I've encountered this problem, as I'm learning Apache Spark framework. Consider the following simple RDD
scala> val rdd1 = sc.parallelize(List((1, Set("C3", "C2")),
(2, Set("C1", "C5", "C3")),
(3, Set("C2", "C7"))))
rdd1: RDD[(Int, Set[String])]
I want to intersect each Set in every element in rdd1
with the sets of every other element in the "same" rdd1
; so that the results would be of the form:
newRDD: RDD[(Int, Int, Set[String])]
// and newRDD.collect will look like:
newRDD: Array[(Int, Int, Set[String])] = Array((1, 1, Set("C3", "C2")), (1, 2, Set("C3")), (1, 3, Set("C2")),
(2, 1, Set("C3")), (2, 2, Set("C1", "C5", "C3")), (2, 3, Set()),
(3, 1, Set("C2")), (3, 2, Set()), (1, 3, Set("C2", "C7")))
I tried nesting rdd1
like so
scala> val newRDD = rdd1 map (x => {rdd1 map (y => (x._1, y._1, x._2.intersect(y._2)))})
however, this will throw 'Task not serilizable' exception.
Now if I wanted to avoid rdd1.collect()
or any other action operations before performing
scala> val newRDD = rdd1 map (x => {rdd1 map (y => (x._1, y._1, x._2.intersect(y._2)))})

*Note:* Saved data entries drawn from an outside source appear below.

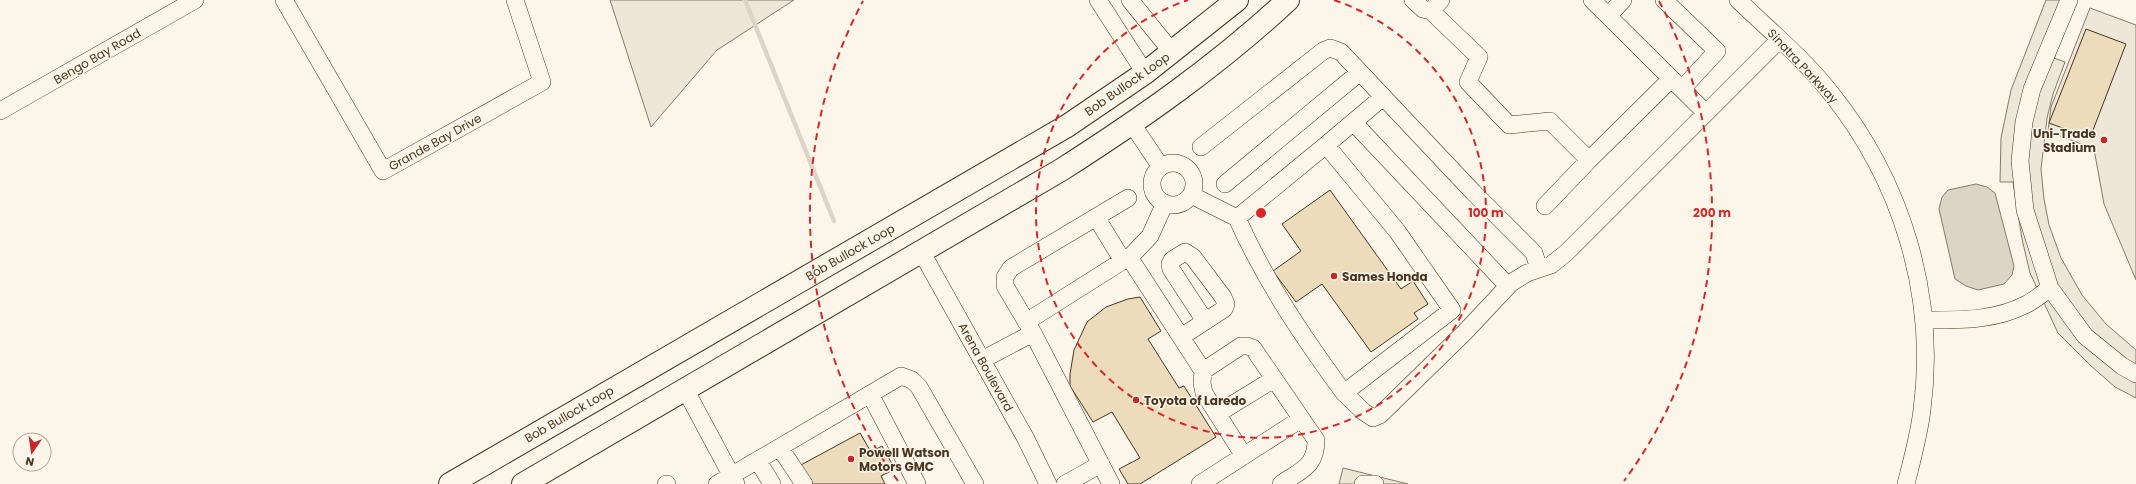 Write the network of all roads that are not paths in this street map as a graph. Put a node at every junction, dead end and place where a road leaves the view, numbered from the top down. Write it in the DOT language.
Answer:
graph roads {
  1 [pos="195,0"];
  2 [pos="284,0"];
  3 [pos="515,0"];
  4 [pos="1098,0"];
  5 [pos="1130,0"];
  6 [pos="1237,0"];
  7 [pos="1288,0"];
  8 [pos="1413,0"];
  9 [pos="1592,0"];
  10 [pos="1623,0"];
  11 [pos="1664,0"];
  12 [pos="1738,0"];
  13 [pos="2069,0"];
  14 [pos="1436,5"];
  15 [pos="1608,16"];
  16 [pos="1779,40"];
  17 [pos="1172,52"];
  18 [pos="1360,72"];
  19 [pos="1145,73"];
  20 [pos="1676,84"];
  21 [pos="1383,97"];
  22 [pos="0,111"];
  23 [pos="1706,113"];
  24 [pos="1353,122"];
  25 [pos="1132,124"];
  26 [pos="1326,145"];
  27 [pos="1201,147"];
  28 [pos="1589,160"];
  29 [pos="1162,167"];
  30 [pos="1225,184"];
  31 [pos="1191,195"];
  32 [pos="1128,198"];
  33 [pos="1165,203"];
  34 [pos="1545,206"];
  35 [pos="1096,217"];
  36 [pos="1237,218"];
  37 [pos="921,251"];
  38 [pos="1126,259"];
  39 [pos="1539,269"];
  40 [pos="1508,286"];
  41 [pos="2050,288"];
  42 [pos="1452,310"];
  43 [pos="1924,320"];
  44 [pos="1205,321"];
  45 [pos="1472,326"];
  46 [pos="1030,328"];
  47 [pos="1181,337"];
  48 [pos="982,360"];
  49 [pos="1203,371"];
  50 [pos="2136,374"];
  51 [pos="1274,379"];
  52 [pos="684,389"];
  53 [pos="1344,393"];
  54 [pos="870,394"];
  55 [pos="1218,414"];
  56 [pos="1301,419"];
  57 [pos="780,448"];
  58 [pos="1244,456"];
  59 [pos="758,461"];
  60 [pos="1101,464"];
  61 [pos="728,481"];
  62 [pos="801,482"];
  63 [pos="450,484"];
  64 [pos="523,484"];
  65 [pos="772,484"];
  66 [pos="918,484"];
  67 [pos="975,484"];
  68 [pos="1048,484"];
  69 [pos="1065,484"];
  70 [pos="1112,484"];
  71 [pos="1200,484"];
  72 [pos="1280,484"];
  73 [pos="1363,484"];
  74 [pos="1375,484"];
  75 [pos="1906,484"];
  1 -- 22 [label="street, Bengo Bay Road"];
  2 -- 3 [label="street, Grande Bay Drive"];
  4 -- 19 [label="street"];
  5 -- 17 [label="street"];
  6 -- 17 [label="highway, Bob Bullock Loop"];
  7 -- 25 [label="highway"];
  8 -- 14 [label="street"];
  9 -- 15 [label="street"];
  10 -- 15 [label="street"];
  11 -- 20 [label="street"];
  12 -- 16 [label="street, Sinatra Parkway"];
  13 -- 41 [label="street"];
  14 -- 28 [label="street"];
  15 -- 20 [label="street"];
  16 -- 23 [label="street"];
  16 -- 43 [label="street, Sinatra Parkway"];
  17 -- 19 [label="highway, Bob Bullock Loop"];
  18 -- 21 [label="street"];
  18 -- 27 [label="street"];
  18 -- 30 [label="street"];
  19 -- 63 [label="highway, Bob Bullock Loop"];
  20 -- 23 [label="street"];
  20 -- 28 [label="street"];
  21 -- 24 [label="street"];
  21 -- 39 [label="street"];
  23 -- 39 [label="street"];
  24 -- 26 [label="street"];
  24 -- 40 [label="street"];
  25 -- 29 [label="street"];
  25 -- 37 [label="highway"];
  26 -- 36 [label="street"];
  26 -- 42 [label="street"];
  28 -- 34 [label="street"];
  29 -- 31 [label="street"];
  29 -- 33 [label="street"];
  31 -- 33 [label="street"];
  31 -- 36 [label="street"];
  32 -- 35 [label="street"];
  33 -- 38 [label="street"];
  35 -- 38 [label="street"];
  35 -- 46 [label="street"];
  36 -- 53 [label="street"];
  37 -- 48 [label="street, Arena Boulevard"];
  37 -- 52 [label="highway"];
  38 -- 46 [label="street"];
  38 -- 47 [label="street"];
  39 -- 40 [label="street"];
  40 -- 45 [label="street"];
  41 -- 43 [label="street"];
  41 -- 50 [label="street"];
  42 -- 45 [label="street"];
  42 -- 53 [label="street"];
  43 -- 75 [label="street, Sinatra Parkway"];
  44 -- 47 [label="street"];
  45 -- 53 [label="street"];
  46 -- 48 [label="street"];
  46 -- 60 [label="street"];
  47 -- 49 [label="street"];
  48 -- 68 [label="street, Arena Boulevard"];
  49 -- 51 [label="street"];
  49 -- 55 [label="street"];
  51 -- 55 [label="street"];
  51 -- 56 [label="street"];
  52 -- 61 [label="street"];
  52 -- 64 [label="highway"];
  54 -- 57 [label="street"];
  54 -- 66 [label="street"];
  54 -- 67 [label="street"];
  55 -- 58 [label="street"];
  56 -- 58 [label="street"];
  56 -- 72 [label="street"];
  57 -- 59 [label="street"];
  57 -- 62 [label="street"];
  58 -- 71 [label="street"];
  59 -- 61 [label="street"];
  59 -- 65 [label="street"];
  60 -- 69 [label="street"];
  60 -- 70 [label="street"];
  73 -- 74 [label="street"];
}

would it be possible to achive the desired newRDD
?
The reason why you are getting 'Task not serilizable' exception is because you are trying to put an RDD
in a map for an other RDD
, in this case Spark would try to serialise the second RDD
. Normally this kind of problem you'd solve with joins:
val newRDD = rdd1.cartesian(rdd1).map { case ((a, aSet), (b, bSet)) =>
(a, b, aSet.intersect(bSet))
}
Here the cartesian join creates a pair of each sets in a new RDD
, which you can intersect.